■ ASSIGNMENT
When you reach the listing, restate it word for word, leaving nothing out.

### DATASET CONTENT ###

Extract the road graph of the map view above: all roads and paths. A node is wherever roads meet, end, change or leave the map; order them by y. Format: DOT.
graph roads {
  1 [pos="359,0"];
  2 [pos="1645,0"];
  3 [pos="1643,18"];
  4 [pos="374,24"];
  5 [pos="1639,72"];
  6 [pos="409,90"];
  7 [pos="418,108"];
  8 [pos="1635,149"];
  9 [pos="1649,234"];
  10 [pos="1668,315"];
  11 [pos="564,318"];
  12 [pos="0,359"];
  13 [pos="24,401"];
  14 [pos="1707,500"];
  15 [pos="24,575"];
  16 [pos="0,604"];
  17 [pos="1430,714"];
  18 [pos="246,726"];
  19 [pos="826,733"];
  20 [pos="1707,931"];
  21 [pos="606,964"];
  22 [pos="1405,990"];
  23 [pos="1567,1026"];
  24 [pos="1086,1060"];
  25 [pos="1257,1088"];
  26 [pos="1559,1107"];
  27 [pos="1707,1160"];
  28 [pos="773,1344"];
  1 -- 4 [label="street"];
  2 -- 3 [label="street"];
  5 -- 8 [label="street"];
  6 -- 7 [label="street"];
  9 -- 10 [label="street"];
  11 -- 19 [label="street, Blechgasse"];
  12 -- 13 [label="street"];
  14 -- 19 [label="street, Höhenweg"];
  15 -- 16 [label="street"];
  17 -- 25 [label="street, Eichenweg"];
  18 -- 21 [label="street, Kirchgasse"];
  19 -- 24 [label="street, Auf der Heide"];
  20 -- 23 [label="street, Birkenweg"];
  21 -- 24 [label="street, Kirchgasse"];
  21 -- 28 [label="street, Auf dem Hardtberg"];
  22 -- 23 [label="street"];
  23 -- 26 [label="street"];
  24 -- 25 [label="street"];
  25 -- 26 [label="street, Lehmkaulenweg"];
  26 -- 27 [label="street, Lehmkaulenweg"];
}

###

■ WRITTEN REPLY
Extract the road graph of the map view above: all roads and paths. A node is wherever roads meet, end, change or leave the map; order them by y. Format: DOT.
graph roads {
  1 [pos="359,0"];
  2 [pos="1645,0"];
  3 [pos="1643,18"];
  4 [pos="374,24"];
  5 [pos="1639,72"];
  6 [pos="409,90"];
  7 [pos="418,108"];
  8 [pos="1635,149"];
  9 [pos="1649,234"];
  10 [pos="1668,315"];
  11 [pos="564,318"];
  12 [pos="0,359"];
  13 [pos="24,401"];
  14 [pos="1707,500"];
  15 [pos="24,575"];
  16 [pos="0,604"];
  17 [pos="1430,714"];
  18 [pos="246,726"];
  19 [pos="826,733"];
  20 [pos="1707,931"];
  21 [pos="606,964"];
  22 [pos="1405,990"];
  23 [pos="1567,1026"];
  24 [pos="1086,1060"];
  25 [pos="1257,1088"];
  26 [pos="1559,1107"];
  27 [pos="1707,1160"];
  28 [pos="773,1344"];
  1 -- 4 [label="street"];
  2 -- 3 [label="street"];
  5 -- 8 [label="street"];
  6 -- 7 [label="street"];
  9 -- 10 [label="street"];
  11 -- 19 [label="street, Blechgasse"];
  12 -- 13 [label="street"];
  14 -- 19 [label="street, Höhenweg"];
  15 -- 16 [label="street"];
  17 -- 25 [label="street, Eichenweg"];
  18 -- 21 [label="street, Kirchgasse"];
  19 -- 24 [label="street, Auf der Heide"];
  20 -- 23 [label="street, Birkenweg"];
  21 -- 24 [label="street, Kirchgasse"];
  21 -- 28 [label="street, Auf dem Hardtberg"];
  22 -- 23 [label="street"];
  23 -- 26 [label="street"];
  24 -- 25 [label="street"];
  25 -- 26 [label="street, Lehmkaulenweg"];
  26 -- 27 [label="street, Lehmkaulenweg"];
}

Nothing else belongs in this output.